Scritto il 4 ottobre 2009 da Alessandro Marmiroli

giornaleANPI

Nel numero di luglio del “Notiziario”, (rivista mensile dell’ANPI), il rubrichista Claudio Ghiretti, consigliere PD della circoscrizione centro storico, inseriva la nostra lista tra quelle “personali, semplici espressione di ambizioni velleitarie e privatistiche, [che] sono state spazzate via dagli elettori reggiani”.

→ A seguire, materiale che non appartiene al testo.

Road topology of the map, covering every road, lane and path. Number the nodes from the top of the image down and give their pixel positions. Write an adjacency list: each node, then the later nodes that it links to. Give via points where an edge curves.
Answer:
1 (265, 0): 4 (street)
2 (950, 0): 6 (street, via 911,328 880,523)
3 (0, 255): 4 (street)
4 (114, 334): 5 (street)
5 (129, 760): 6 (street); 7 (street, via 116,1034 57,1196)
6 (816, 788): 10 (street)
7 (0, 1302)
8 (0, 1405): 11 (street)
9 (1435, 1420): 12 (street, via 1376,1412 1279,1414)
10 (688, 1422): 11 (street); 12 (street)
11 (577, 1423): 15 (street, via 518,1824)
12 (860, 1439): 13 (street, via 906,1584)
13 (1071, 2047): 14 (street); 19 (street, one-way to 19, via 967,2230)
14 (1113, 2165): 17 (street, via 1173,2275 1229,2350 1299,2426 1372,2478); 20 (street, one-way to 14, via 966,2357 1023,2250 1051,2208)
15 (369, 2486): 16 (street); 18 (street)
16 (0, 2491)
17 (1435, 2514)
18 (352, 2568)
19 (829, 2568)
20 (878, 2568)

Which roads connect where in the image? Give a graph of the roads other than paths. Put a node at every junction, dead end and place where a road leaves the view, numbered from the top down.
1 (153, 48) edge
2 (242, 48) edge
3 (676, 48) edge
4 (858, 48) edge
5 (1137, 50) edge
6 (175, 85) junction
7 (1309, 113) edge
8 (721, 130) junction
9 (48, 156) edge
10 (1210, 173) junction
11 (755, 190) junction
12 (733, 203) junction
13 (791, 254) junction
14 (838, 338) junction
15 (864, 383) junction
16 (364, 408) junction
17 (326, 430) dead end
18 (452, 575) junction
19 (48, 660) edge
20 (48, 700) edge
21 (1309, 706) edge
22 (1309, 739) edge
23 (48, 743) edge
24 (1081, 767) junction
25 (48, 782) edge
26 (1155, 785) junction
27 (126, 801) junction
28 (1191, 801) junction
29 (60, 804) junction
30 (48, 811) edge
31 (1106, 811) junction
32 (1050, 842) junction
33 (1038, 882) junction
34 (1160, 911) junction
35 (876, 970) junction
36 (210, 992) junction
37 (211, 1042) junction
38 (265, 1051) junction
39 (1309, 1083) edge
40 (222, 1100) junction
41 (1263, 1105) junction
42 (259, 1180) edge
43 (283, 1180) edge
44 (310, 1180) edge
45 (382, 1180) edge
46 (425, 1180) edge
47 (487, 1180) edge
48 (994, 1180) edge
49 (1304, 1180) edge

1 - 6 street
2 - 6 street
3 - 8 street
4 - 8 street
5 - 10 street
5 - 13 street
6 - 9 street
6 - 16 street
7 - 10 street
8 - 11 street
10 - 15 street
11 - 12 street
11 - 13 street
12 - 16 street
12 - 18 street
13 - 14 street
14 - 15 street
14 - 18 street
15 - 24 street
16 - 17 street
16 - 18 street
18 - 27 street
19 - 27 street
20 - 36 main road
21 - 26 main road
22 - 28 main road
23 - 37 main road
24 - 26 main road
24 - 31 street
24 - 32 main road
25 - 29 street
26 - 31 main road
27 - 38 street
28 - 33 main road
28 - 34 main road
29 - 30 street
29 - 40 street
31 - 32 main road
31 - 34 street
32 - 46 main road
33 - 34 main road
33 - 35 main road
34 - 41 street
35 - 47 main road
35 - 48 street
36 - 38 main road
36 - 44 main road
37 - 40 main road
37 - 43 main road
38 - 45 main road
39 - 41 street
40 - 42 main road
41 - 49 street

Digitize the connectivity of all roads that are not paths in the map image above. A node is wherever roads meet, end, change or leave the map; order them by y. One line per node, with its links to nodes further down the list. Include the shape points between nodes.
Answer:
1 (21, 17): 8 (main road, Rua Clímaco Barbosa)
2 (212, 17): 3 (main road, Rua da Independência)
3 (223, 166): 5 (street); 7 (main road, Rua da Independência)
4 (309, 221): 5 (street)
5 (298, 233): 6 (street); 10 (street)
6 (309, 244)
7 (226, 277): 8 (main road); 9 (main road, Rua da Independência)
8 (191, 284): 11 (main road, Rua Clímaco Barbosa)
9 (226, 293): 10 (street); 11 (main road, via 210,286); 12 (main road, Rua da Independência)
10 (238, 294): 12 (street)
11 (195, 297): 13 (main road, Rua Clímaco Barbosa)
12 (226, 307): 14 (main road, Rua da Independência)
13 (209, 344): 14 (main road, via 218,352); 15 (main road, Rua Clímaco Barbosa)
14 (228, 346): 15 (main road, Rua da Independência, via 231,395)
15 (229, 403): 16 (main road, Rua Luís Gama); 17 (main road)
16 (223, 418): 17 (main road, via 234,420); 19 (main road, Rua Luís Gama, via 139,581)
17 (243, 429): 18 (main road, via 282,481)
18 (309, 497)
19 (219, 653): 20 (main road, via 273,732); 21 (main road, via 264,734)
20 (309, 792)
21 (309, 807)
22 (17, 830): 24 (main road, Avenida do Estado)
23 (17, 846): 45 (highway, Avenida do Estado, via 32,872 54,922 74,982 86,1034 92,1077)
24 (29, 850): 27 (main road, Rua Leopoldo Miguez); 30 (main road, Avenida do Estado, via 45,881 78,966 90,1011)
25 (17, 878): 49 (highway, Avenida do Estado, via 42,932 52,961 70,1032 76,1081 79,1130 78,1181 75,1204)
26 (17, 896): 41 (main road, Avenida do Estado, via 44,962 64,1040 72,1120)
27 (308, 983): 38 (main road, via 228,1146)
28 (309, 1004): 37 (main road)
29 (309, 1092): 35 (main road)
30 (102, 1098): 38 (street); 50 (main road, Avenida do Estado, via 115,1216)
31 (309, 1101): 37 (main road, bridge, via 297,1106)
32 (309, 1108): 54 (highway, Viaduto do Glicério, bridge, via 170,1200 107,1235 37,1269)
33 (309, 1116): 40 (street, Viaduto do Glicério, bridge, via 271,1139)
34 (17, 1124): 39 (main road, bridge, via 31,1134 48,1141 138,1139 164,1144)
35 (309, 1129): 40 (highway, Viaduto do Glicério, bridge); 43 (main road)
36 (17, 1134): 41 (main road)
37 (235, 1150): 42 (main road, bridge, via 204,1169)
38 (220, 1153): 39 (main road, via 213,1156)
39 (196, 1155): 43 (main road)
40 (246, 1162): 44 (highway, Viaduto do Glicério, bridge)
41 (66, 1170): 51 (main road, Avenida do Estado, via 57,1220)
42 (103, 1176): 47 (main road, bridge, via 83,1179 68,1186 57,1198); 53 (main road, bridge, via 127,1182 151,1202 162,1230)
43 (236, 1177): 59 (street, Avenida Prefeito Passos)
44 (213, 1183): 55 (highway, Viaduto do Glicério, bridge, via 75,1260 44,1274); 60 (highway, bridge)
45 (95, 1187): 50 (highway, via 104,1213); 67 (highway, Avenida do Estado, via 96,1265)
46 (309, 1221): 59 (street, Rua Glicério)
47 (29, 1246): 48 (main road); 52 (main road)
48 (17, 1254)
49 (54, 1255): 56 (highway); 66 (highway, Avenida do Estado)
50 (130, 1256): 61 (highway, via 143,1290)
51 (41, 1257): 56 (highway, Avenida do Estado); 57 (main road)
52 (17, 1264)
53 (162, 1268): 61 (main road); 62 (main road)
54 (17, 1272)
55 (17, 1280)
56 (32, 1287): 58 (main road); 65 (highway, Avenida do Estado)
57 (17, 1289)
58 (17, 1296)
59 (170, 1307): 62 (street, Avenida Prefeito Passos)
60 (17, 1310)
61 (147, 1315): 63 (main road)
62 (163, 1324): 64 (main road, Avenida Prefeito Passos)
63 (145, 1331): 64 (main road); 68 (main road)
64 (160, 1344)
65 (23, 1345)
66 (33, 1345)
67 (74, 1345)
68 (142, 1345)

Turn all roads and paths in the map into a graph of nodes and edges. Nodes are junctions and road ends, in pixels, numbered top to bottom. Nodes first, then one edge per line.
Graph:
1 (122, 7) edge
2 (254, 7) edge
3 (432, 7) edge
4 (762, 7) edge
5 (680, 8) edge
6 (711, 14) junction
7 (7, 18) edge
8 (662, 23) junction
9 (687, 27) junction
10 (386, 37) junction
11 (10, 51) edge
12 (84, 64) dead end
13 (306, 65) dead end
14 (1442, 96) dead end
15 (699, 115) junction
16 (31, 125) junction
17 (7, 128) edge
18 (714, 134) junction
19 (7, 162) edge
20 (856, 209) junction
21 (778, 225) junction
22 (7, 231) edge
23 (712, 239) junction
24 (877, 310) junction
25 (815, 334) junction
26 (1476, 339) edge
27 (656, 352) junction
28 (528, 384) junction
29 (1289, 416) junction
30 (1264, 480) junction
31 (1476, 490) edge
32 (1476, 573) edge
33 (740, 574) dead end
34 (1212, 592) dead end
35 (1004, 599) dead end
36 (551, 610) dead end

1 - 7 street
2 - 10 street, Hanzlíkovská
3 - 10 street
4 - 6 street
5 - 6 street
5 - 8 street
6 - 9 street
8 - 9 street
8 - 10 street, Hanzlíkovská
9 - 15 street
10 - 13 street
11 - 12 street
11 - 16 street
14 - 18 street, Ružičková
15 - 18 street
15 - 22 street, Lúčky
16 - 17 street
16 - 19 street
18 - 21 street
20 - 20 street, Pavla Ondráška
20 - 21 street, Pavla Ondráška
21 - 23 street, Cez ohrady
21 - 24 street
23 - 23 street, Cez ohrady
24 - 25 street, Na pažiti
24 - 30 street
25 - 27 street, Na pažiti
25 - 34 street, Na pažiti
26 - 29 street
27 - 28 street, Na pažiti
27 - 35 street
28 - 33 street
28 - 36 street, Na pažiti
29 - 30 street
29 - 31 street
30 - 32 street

Abbiamo ritenuto tale giudizio un tantino discutibile, e abbiamo quindi inviato una replica che ci è stata pubblicata sul numero odierno con ampio risalto, per il quale ringraziamo ovviamente la redazione.

QUI il botta e risposta tra noi e il Ghiretti.

Sottolineiamo un paio di punti da chiarire.

1) Noi non facciamo parte  degli “assedianti di destra”, il non essere alleati di Delrio non è ragione sufficiente per collocare a destra (o a sinistra) l’avversario. Il quale è legittimato dalla Costituzione e non dal risultato delle urne o dalla sua fazione.

2)Possiamo esser d’accordo che uno dei significati del far politica sia trovar la capacità di leggere la società e unire le forze per prevalere e realizzare il proprio programma, ma riteniamo che, alla luce dei recenti risultati, il PD non sembra star capendo molto.